Das ist nicht der Sinn einer Perspektive. Du kannst nicht eine Perspektive öffnen und dieser Daten übergeben.
Eine Perspektive dient dazu View, Editoren etc. zu gruppieren.

Wenn du nach einer Benutzeraktion ein bestimmtes Layout haben willst, kannst du auch manuell Views öffnen oder schliessen dafür brauchst du keine zusätzliche Perspektive.


----------



## bluetale (13. Feb 2009)

Ah, OK.

d.h. ich öffne einfach in meinem Fall einen Editor. Muss ich dazu einen Platzhalter in der Perspektive erstellen damit der Editor genau an jener Stelle des Layouts erscheint wo sich die View befand?


----------



## foobar (13. Feb 2009)

> Muss ich dazu einen Platzhalter in der Perspektive erstellen damit der Editor genau an jener Stelle des Layouts erscheint wo sich die View befand?

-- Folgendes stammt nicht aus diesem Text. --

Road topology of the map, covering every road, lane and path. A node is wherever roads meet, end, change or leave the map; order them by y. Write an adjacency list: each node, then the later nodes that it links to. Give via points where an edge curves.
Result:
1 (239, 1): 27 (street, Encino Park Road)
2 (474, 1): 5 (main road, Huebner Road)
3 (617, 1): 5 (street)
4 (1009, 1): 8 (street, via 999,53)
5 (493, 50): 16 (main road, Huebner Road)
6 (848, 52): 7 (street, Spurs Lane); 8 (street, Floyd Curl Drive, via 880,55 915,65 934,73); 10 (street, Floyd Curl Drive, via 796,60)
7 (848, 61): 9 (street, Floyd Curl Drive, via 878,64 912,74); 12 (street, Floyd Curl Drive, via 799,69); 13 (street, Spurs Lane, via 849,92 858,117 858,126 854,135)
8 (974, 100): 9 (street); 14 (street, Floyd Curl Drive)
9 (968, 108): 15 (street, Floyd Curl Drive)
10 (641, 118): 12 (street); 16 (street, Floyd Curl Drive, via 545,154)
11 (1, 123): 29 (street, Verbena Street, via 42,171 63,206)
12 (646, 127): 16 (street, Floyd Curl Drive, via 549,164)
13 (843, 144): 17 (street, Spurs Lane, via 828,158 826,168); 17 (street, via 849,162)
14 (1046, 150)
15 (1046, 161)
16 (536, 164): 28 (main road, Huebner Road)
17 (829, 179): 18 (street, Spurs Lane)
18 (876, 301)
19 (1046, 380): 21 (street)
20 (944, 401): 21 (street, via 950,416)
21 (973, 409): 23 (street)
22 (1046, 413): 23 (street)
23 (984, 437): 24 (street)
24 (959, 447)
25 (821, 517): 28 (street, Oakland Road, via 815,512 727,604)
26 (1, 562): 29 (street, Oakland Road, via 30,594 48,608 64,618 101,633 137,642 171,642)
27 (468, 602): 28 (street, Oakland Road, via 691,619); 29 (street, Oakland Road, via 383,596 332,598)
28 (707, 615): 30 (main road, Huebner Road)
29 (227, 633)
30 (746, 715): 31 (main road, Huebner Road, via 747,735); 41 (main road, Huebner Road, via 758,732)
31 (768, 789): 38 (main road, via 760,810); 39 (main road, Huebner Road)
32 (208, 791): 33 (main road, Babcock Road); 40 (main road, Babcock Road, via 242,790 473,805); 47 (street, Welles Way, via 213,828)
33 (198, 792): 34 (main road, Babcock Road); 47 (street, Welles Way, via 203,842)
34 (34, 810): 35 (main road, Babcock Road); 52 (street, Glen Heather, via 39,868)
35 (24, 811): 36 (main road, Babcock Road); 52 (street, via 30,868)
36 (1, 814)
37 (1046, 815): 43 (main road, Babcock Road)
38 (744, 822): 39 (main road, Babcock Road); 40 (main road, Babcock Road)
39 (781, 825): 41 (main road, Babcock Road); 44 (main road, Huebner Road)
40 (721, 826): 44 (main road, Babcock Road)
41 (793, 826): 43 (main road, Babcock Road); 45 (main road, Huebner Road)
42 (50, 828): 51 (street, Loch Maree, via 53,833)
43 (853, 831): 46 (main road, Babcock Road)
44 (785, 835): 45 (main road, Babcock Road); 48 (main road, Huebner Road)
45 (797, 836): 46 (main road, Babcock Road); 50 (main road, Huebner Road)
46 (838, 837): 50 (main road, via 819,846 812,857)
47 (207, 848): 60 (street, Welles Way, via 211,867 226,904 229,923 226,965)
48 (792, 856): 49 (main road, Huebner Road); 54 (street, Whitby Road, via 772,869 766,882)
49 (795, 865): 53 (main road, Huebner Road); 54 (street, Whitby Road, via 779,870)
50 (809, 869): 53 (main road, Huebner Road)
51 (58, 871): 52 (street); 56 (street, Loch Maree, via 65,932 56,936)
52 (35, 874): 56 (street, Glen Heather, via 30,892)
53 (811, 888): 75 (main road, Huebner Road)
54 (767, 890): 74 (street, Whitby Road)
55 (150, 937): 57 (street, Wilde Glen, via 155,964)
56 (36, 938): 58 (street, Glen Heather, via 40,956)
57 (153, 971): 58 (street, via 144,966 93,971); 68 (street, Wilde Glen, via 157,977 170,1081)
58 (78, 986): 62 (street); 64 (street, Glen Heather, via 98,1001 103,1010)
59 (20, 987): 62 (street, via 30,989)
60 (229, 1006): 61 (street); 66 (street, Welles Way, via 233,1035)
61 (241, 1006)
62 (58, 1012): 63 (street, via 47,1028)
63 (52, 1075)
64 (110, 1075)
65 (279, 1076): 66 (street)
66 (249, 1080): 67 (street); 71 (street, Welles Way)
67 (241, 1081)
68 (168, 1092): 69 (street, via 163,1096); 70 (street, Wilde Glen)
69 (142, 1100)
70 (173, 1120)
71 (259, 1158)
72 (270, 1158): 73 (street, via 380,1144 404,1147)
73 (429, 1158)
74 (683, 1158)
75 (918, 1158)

Ich glaube das geht nicht. Editoren werden immer in der EditorArea angezeigt und davon gibt es nur eine pro Perspektive.
Den Benutzer würde es wahrscheinlich auch verwirren, wenn an der selben Stelle auf einmal ein Editor erscheint.

Wie sieht denn dein Anwendungsfall aus? Was hast du für Views/Editor und was willst du machen?


----------



## bluetale (13. Feb 2009)

> Wie sieht denn dein Anwendungsfall aus? Was hast du für Views/Editor und was willst du machen?



Also, anfangs sind 2 Views sichtbar, links eine für die Navigation, rechts davon eine "große" welche in einer JFace Table meine Projekte anzeigt.
Bei Doppelklick auf ein Projekt sollte nun eine Detailansicht für dieses Projekt geöffnet werden. Das wäre in meinem Fall ein Editor bei welchem ich quasi Standardeigenschaften ändern kann z.B. Projektname, Auftraggeber, usw.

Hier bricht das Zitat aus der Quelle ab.